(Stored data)

# # # #

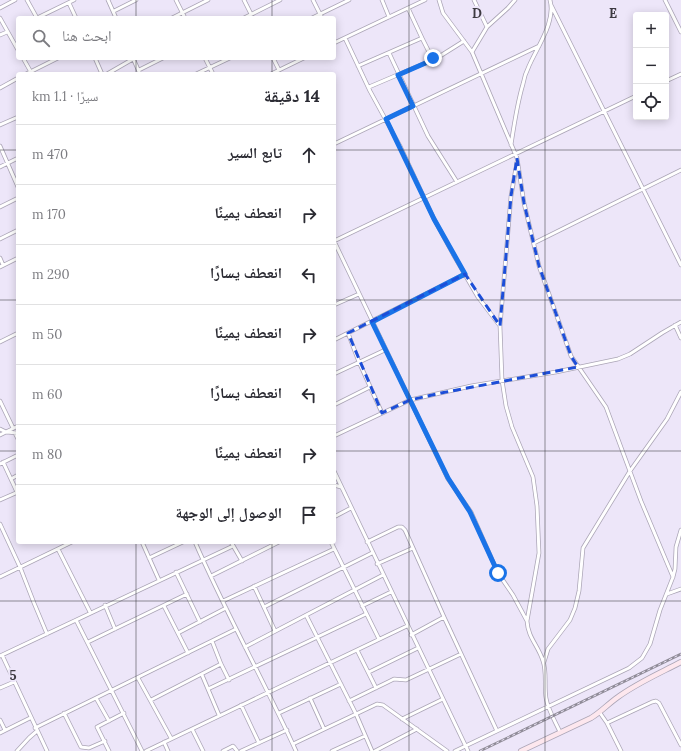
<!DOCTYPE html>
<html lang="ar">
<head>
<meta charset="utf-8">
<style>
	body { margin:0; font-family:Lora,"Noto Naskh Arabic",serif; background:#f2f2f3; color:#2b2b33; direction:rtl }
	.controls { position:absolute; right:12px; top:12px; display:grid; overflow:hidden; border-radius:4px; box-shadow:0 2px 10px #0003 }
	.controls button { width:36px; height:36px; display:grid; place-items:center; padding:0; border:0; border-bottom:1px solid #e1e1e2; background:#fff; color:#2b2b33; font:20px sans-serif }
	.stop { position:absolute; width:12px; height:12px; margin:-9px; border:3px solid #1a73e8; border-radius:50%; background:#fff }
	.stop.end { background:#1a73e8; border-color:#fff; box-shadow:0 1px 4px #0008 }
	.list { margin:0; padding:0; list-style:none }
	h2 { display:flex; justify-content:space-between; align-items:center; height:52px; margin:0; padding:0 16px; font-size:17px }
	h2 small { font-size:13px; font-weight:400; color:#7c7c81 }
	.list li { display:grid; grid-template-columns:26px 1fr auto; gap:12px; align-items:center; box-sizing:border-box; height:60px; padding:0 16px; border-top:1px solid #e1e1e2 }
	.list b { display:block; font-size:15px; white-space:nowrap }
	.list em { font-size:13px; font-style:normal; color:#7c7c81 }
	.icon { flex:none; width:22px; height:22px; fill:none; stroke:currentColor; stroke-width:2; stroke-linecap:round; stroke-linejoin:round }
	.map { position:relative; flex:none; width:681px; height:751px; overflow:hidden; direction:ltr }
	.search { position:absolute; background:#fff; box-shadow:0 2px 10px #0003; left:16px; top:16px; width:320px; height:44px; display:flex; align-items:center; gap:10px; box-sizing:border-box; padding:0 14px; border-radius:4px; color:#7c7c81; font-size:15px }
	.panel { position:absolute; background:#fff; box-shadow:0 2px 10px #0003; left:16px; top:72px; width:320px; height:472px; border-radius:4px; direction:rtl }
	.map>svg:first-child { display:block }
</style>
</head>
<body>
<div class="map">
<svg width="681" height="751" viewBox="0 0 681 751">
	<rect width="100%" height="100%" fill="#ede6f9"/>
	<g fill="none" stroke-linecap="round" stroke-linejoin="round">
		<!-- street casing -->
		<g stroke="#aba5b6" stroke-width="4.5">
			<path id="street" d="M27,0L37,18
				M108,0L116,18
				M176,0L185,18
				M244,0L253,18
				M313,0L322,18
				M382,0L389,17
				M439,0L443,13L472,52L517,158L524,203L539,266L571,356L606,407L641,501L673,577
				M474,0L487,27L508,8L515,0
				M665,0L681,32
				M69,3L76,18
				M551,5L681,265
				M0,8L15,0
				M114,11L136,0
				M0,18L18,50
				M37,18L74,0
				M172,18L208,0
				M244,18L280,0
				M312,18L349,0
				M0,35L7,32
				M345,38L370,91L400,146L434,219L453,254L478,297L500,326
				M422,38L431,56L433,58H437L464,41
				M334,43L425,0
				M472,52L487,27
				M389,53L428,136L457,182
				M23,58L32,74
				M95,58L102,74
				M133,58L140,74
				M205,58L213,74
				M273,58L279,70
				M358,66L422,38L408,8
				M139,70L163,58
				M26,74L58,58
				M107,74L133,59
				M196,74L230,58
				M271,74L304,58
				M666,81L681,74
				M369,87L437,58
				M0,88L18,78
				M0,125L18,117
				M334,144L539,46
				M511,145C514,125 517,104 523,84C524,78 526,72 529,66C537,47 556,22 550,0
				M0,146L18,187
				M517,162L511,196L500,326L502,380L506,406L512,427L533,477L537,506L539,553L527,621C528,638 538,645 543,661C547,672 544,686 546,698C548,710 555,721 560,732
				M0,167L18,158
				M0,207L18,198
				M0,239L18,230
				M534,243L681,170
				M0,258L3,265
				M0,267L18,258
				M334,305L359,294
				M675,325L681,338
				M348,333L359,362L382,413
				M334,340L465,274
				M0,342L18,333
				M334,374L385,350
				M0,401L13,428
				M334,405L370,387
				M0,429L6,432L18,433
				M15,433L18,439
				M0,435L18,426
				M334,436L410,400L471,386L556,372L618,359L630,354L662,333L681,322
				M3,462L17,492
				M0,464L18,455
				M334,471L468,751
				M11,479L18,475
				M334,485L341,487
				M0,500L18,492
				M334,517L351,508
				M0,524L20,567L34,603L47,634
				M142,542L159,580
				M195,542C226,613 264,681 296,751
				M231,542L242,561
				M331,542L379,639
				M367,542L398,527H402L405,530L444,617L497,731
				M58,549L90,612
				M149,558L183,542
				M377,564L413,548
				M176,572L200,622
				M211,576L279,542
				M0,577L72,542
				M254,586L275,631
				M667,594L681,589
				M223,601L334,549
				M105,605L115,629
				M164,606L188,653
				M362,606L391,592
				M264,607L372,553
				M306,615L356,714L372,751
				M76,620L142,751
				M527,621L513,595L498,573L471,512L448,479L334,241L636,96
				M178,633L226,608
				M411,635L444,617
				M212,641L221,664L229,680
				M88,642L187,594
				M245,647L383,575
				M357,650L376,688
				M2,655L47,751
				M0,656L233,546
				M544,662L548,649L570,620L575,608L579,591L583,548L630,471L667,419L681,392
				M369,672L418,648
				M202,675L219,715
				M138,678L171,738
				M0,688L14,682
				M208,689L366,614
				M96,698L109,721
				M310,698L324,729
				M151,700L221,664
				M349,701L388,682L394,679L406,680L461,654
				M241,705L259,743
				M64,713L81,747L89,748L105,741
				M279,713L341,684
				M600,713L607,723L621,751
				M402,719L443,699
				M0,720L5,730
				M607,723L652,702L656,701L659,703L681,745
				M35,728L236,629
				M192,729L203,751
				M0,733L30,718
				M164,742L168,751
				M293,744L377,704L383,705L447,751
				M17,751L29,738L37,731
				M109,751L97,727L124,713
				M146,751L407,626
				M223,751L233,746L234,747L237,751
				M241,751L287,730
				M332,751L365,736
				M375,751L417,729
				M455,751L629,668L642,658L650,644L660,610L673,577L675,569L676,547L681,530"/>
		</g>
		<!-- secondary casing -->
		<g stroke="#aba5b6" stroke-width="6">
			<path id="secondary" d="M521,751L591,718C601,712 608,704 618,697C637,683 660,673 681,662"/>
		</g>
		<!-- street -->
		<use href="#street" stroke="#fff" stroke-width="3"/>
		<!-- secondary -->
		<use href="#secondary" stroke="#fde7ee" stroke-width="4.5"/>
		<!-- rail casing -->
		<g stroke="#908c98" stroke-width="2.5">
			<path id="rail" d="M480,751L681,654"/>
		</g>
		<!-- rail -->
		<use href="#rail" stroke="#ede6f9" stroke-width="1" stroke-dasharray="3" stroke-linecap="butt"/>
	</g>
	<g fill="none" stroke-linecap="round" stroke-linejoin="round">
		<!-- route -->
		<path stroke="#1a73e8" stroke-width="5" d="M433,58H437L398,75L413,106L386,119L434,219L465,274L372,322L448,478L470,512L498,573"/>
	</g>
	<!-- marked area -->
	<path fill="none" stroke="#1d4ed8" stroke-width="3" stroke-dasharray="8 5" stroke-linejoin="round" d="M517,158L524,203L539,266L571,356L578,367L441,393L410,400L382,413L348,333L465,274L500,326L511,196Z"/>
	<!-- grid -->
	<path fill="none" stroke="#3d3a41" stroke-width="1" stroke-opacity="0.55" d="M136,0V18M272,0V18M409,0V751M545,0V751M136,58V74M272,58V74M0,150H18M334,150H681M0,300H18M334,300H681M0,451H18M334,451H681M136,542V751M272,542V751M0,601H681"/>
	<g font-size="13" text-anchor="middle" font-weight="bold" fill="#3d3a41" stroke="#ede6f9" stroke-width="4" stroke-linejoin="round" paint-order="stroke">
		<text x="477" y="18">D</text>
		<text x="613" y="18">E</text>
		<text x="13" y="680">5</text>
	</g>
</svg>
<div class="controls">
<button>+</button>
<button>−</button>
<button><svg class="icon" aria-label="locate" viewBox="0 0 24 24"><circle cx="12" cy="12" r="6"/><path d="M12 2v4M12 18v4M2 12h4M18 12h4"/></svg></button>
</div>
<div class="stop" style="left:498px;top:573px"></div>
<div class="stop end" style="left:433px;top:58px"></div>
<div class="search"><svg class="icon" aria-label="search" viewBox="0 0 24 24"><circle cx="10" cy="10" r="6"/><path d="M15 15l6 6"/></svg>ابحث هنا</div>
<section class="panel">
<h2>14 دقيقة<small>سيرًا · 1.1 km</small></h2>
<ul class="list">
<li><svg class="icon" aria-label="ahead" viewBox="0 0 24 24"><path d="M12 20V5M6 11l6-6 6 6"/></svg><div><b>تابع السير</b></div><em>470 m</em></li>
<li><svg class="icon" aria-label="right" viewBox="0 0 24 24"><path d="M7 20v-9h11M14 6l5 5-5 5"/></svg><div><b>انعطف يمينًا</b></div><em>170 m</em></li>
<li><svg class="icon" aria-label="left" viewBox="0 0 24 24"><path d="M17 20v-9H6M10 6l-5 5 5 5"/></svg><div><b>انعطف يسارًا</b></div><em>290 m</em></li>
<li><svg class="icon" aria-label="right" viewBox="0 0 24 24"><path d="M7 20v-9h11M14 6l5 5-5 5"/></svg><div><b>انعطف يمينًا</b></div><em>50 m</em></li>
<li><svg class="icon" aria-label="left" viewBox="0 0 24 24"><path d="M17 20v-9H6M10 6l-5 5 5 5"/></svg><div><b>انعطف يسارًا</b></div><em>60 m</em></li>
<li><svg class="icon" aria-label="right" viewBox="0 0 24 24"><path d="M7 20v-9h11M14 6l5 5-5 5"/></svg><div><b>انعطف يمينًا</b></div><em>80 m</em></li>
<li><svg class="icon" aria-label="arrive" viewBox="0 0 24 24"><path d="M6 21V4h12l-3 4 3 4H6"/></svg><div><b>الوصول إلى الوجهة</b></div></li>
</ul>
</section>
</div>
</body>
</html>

# # # #

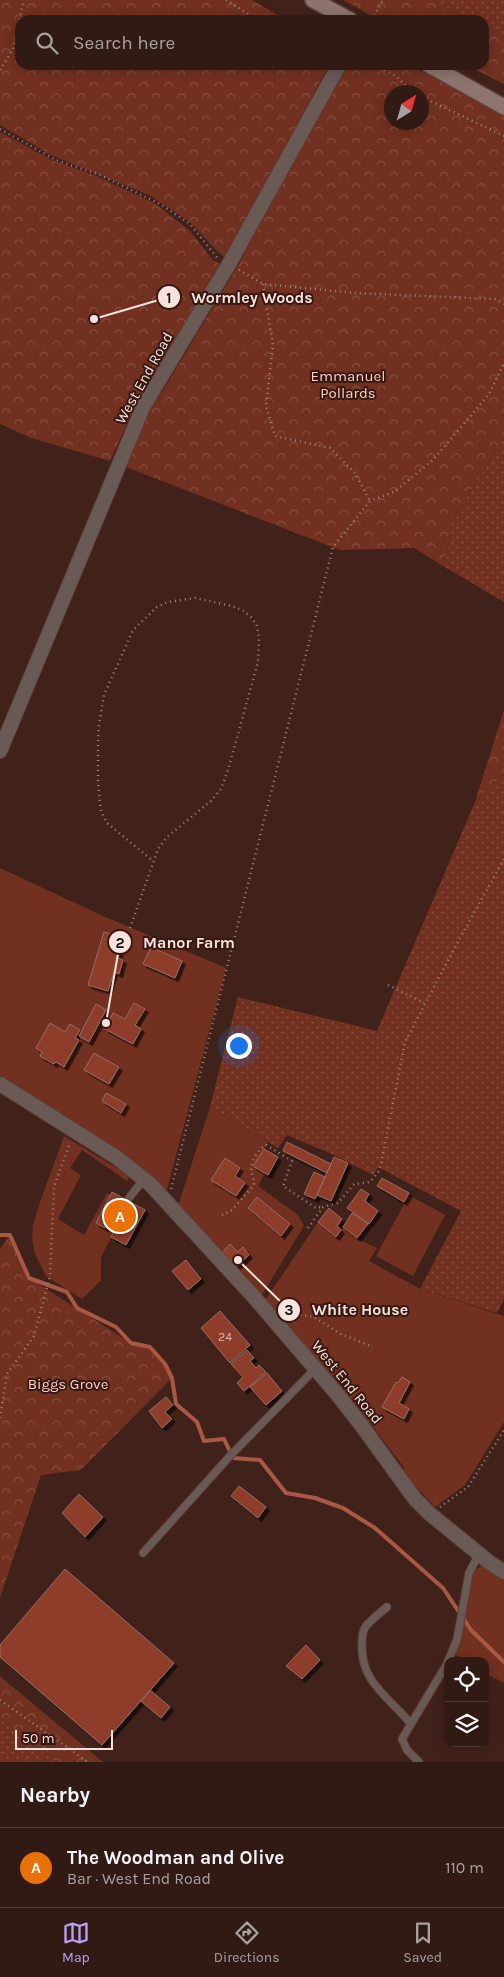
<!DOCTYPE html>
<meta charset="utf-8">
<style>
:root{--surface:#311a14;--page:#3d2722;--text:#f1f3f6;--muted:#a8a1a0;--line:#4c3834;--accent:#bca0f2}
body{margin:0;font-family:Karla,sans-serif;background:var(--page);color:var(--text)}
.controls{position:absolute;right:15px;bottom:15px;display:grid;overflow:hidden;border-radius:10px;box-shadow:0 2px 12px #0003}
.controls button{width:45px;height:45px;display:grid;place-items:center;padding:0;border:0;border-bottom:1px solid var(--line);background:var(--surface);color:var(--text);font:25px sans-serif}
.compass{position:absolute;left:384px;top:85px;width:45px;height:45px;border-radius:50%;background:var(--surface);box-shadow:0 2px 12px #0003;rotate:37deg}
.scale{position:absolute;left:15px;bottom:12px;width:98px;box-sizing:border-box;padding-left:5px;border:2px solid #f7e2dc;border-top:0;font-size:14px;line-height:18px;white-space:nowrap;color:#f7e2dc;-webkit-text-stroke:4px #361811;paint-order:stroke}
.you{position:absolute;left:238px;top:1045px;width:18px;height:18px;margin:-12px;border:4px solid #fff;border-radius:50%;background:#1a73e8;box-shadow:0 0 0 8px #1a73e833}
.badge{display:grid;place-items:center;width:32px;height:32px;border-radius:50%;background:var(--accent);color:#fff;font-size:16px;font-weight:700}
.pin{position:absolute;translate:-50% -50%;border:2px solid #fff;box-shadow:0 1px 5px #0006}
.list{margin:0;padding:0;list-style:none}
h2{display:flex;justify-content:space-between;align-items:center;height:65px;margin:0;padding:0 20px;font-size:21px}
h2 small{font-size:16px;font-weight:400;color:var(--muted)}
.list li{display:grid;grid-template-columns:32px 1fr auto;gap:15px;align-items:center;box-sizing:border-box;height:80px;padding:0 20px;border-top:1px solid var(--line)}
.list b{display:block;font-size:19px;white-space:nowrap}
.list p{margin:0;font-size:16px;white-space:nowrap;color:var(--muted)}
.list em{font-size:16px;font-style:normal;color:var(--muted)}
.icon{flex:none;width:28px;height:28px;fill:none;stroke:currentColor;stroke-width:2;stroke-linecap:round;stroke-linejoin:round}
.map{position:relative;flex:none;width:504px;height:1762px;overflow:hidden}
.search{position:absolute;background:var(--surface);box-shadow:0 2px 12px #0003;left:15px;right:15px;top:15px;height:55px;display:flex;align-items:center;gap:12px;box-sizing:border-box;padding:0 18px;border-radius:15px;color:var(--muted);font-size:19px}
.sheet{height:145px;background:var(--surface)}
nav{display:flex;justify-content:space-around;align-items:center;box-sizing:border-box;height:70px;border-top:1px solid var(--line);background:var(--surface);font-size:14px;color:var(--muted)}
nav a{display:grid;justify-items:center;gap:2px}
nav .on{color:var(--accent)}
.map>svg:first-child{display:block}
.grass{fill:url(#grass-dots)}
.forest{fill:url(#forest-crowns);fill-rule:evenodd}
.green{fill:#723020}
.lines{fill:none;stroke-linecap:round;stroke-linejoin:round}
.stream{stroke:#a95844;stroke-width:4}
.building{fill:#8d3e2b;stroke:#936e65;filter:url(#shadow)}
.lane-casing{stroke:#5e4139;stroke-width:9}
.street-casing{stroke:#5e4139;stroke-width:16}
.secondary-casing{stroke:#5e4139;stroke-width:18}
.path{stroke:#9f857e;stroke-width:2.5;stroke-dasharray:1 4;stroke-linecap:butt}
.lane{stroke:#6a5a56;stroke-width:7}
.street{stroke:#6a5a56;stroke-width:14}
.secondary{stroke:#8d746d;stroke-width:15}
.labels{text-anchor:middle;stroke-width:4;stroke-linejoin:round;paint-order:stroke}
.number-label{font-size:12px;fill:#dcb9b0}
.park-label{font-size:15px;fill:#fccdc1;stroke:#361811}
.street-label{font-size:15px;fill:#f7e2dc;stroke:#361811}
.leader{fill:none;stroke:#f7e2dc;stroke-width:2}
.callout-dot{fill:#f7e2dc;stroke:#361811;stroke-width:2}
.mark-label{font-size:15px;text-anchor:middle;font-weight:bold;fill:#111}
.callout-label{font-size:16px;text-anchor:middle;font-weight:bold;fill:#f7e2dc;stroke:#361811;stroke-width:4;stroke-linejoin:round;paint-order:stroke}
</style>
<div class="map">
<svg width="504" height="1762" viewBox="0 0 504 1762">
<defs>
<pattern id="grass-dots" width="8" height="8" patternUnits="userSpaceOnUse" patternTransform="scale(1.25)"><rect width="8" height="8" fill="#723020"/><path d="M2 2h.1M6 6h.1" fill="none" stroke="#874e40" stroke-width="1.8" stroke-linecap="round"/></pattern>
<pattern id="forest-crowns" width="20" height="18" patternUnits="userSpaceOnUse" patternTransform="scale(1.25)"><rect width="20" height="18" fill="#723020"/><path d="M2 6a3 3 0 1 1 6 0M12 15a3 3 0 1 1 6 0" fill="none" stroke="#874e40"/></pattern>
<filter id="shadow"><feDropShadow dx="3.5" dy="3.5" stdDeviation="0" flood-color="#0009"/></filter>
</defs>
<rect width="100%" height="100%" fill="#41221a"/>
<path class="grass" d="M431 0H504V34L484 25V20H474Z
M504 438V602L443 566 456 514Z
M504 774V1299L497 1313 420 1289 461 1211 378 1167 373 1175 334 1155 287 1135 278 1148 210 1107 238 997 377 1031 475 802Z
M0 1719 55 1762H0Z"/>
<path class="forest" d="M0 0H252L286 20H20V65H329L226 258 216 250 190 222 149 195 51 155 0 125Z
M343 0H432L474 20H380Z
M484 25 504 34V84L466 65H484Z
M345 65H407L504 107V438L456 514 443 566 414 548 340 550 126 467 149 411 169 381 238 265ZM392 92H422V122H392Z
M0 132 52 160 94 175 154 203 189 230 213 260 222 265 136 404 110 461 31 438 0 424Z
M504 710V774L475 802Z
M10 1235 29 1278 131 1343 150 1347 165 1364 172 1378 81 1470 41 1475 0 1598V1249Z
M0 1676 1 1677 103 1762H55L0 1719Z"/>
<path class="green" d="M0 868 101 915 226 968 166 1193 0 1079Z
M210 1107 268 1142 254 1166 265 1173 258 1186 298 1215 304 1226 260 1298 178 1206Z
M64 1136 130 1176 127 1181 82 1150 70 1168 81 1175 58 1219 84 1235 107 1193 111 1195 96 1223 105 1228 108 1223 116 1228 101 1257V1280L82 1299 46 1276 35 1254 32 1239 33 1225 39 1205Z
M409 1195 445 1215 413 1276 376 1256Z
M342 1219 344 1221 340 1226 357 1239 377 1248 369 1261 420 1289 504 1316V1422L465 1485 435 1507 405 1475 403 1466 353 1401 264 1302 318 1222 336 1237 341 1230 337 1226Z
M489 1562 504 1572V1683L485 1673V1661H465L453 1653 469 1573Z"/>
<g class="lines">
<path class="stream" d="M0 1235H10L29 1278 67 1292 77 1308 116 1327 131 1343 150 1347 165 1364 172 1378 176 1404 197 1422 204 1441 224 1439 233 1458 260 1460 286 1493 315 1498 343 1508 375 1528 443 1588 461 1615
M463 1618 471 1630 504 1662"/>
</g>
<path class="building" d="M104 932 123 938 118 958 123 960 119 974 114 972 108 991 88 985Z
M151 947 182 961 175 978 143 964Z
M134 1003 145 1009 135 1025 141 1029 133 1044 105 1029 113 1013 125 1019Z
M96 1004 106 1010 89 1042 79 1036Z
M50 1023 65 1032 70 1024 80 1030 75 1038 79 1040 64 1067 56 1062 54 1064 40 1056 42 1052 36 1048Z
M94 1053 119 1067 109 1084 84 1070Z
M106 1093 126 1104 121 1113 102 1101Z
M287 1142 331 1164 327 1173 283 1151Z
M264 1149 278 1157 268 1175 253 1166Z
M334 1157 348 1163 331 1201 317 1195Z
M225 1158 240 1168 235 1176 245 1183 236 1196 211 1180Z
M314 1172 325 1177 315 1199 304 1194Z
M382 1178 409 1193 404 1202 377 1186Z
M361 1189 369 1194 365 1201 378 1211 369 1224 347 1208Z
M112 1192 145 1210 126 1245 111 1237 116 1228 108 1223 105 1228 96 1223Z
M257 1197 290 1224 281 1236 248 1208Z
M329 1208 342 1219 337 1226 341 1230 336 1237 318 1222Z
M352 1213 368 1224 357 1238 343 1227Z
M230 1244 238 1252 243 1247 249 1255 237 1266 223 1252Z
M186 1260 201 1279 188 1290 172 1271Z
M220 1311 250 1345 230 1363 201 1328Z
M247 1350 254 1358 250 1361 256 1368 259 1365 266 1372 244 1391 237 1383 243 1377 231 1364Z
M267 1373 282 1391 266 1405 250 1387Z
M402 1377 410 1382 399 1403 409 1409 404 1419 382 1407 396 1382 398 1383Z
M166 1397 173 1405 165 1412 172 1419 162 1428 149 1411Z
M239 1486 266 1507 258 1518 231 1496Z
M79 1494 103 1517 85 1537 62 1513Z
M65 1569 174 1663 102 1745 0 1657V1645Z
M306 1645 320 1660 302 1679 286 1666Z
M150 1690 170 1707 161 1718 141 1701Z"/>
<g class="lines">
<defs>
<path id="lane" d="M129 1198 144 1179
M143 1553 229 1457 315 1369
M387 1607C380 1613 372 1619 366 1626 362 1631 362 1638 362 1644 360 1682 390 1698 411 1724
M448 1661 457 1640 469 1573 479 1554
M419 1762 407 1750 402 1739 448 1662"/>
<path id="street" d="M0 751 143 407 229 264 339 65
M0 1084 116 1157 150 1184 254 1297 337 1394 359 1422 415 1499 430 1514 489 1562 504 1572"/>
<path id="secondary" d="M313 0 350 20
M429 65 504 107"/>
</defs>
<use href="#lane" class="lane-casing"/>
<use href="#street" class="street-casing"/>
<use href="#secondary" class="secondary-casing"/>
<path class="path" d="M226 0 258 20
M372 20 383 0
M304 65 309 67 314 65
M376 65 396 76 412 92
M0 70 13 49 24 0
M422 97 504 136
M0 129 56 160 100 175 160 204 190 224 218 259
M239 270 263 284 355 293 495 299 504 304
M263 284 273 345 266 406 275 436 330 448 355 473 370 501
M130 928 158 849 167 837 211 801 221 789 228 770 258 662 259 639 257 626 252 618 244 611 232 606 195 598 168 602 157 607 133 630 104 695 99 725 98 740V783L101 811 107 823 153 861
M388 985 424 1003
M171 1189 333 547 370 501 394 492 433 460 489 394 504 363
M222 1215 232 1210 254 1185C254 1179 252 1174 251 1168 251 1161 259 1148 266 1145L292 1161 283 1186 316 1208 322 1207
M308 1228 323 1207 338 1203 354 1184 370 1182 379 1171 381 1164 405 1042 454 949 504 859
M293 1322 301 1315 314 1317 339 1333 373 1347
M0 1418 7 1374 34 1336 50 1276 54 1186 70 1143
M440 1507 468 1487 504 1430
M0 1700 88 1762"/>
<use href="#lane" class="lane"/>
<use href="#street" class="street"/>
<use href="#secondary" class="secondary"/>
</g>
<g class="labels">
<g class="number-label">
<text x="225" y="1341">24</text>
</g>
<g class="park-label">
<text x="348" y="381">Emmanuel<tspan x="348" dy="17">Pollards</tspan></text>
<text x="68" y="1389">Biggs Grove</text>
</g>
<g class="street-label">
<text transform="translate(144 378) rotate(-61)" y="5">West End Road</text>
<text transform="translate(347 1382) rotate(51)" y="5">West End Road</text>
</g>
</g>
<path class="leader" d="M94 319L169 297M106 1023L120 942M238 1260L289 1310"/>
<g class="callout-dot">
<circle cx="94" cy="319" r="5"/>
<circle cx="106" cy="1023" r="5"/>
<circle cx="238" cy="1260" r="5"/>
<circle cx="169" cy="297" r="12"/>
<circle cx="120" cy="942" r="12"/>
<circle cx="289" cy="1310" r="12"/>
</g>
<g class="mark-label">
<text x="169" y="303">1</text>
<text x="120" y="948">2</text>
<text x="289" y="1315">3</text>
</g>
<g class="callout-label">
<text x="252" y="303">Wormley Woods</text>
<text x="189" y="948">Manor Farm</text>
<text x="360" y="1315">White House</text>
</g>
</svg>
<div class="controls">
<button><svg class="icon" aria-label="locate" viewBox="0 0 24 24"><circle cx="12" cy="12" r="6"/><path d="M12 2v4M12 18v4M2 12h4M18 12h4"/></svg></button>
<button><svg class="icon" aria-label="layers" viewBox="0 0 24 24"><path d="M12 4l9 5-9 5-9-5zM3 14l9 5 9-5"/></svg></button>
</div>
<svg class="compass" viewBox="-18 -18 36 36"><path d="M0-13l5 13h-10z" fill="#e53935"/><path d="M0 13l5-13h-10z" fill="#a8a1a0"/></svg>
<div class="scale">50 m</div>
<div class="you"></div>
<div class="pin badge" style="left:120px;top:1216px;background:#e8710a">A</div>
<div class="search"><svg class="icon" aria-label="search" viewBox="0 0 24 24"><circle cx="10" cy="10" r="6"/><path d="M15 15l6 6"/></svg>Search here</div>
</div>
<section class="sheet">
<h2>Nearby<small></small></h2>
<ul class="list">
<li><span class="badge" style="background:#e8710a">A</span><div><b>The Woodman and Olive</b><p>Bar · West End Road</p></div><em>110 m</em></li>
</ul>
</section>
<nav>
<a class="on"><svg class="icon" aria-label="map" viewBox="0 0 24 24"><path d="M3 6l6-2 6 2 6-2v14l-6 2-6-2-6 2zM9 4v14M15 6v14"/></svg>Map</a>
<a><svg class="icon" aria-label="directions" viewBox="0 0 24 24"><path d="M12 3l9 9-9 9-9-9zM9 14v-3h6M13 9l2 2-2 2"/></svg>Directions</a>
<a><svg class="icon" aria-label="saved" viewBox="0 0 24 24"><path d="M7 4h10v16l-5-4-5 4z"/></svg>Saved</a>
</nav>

# # # #

Work out how many lines of the entries contain the word "compass", and answer with that number alone.

* Solved exercise:
2